The Bell plane file goes through use a pair of tilt motors in true V-22 Osprey style. This technology transforms the platform into a helicopter when it needs to take off or land and, after the maneuver, the propellers rotate to place themselves in horizontal forward mode, like any traditional aircraft.
Representation of the aircraft for the SPRINT program
In one of the latest videos released on the subject, Bell shows the thrusters mounted on a track-mounted test stand while some thrust generated by the propellers is applied. The aim of this test is simulate propeller operation in a takeoff situation in a tilt-rotor aircraft like the aforementioned Osprey.

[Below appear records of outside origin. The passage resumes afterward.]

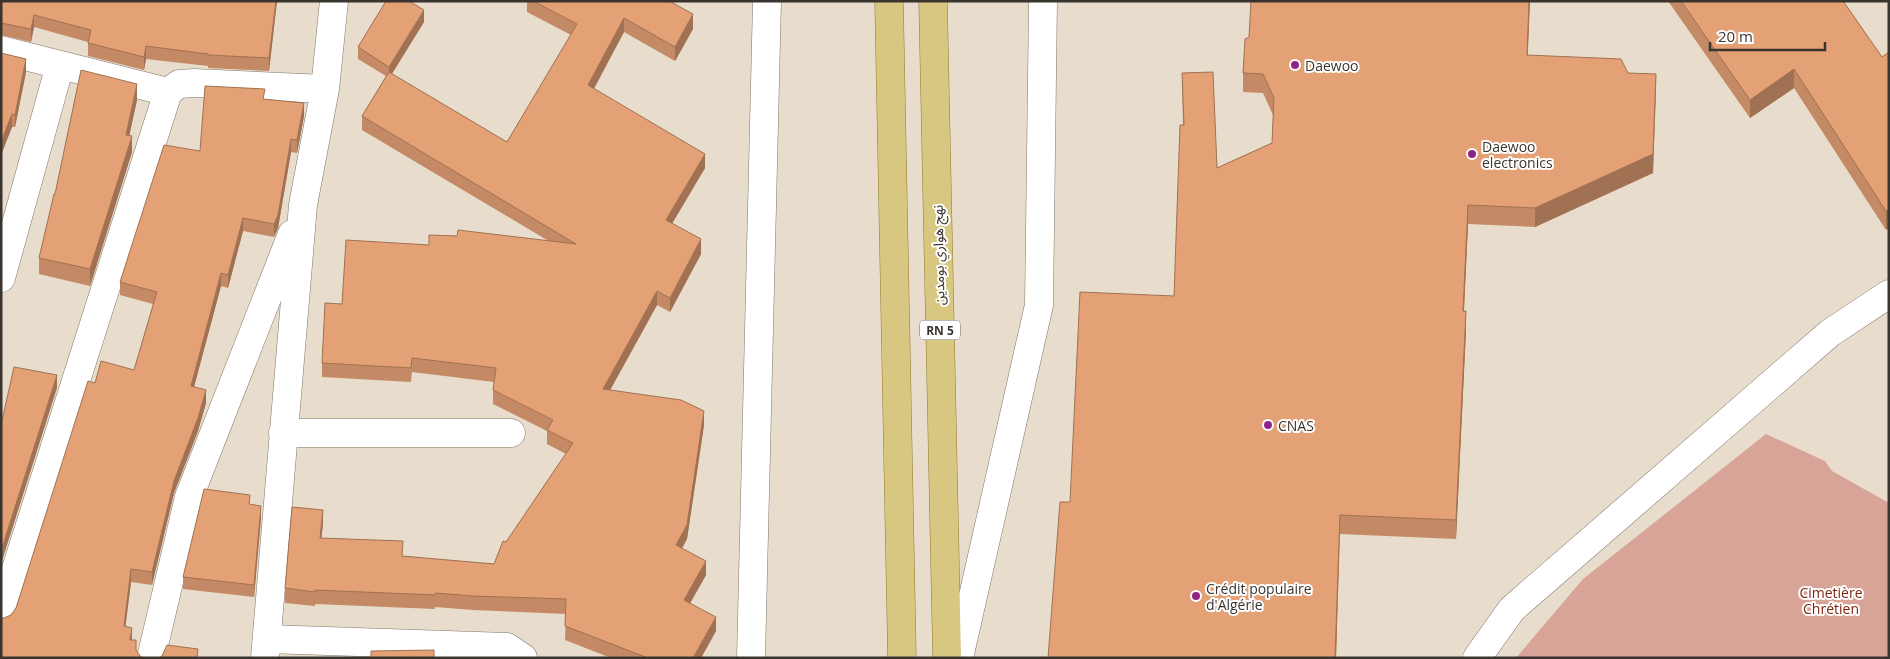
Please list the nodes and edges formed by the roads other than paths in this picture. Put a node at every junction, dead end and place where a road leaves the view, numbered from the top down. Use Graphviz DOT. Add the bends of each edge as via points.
graph roads {
  1 [pos="334,1"];
  2 [pos="768,1"];
  3 [pos="889,1"];
  4 [pos="933,1"];
  5 [pos="1042,1"];
  6 [pos="1,50"];
  7 [pos="60,65"];
  8 [pos="325,89"];
  9 [pos="168,92"];
  10 [pos="303,205"];
  11 [pos="1,278"];
  12 [pos="1889,294"];
  13 [pos="283,433"];
  14 [pos="511,433"];
  15 [pos="1,616"];
  16 [pos="266,649"];
  17 [pos="151,658"];
  18 [pos="523,658"];
  19 [pos="751,658"];
  20 [pos="902,658"];
  21 [pos="947,658"];
  22 [pos="959,658"];
  23 [pos="1477,658"];
  1 -- 8 [label="street"];
  2 -- 19 [label="street"];
  3 -- 20 [label="main road"];
  4 -- 21 [label="main road, نهج هواري بومدين / RN 5"];
  5 -- 22 [label="street" via="1039,305"];
  6 -- 7 [label="street"];
  7 -- 9 [label="street"];
  7 -- 11 [label="street"];
  8 -- 9 [label="street" via="194,83 179,84"];
  8 -- 10 [label="street"];
  9 -- 15 [label="street"];
  10 -- 13 [label="street"];
  10 -- 17 [label="street" via="189,497"];
  12 -- 23 [label="street" via="1830,334 1512,610"];
  13 -- 14 [label="street"];
  13 -- 16 [label="street"];
  16 -- 18 [label="street" via="507,647"];
}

“Passing the sled test is the highlight of the investigation [del proyecto] Bell’s HSVTOL and unprecedented technology development,” said Jason Hurst, the company’s executive vice president of engineering. “The technology demonstration provides Bell with crucial experience and knowledge that will serve as basis for the development of our experimental aircraft for the SPRINT program from DARPA. “This is a critical step in creating the next generation of high-speed vertical lift aircraft for future fighters.”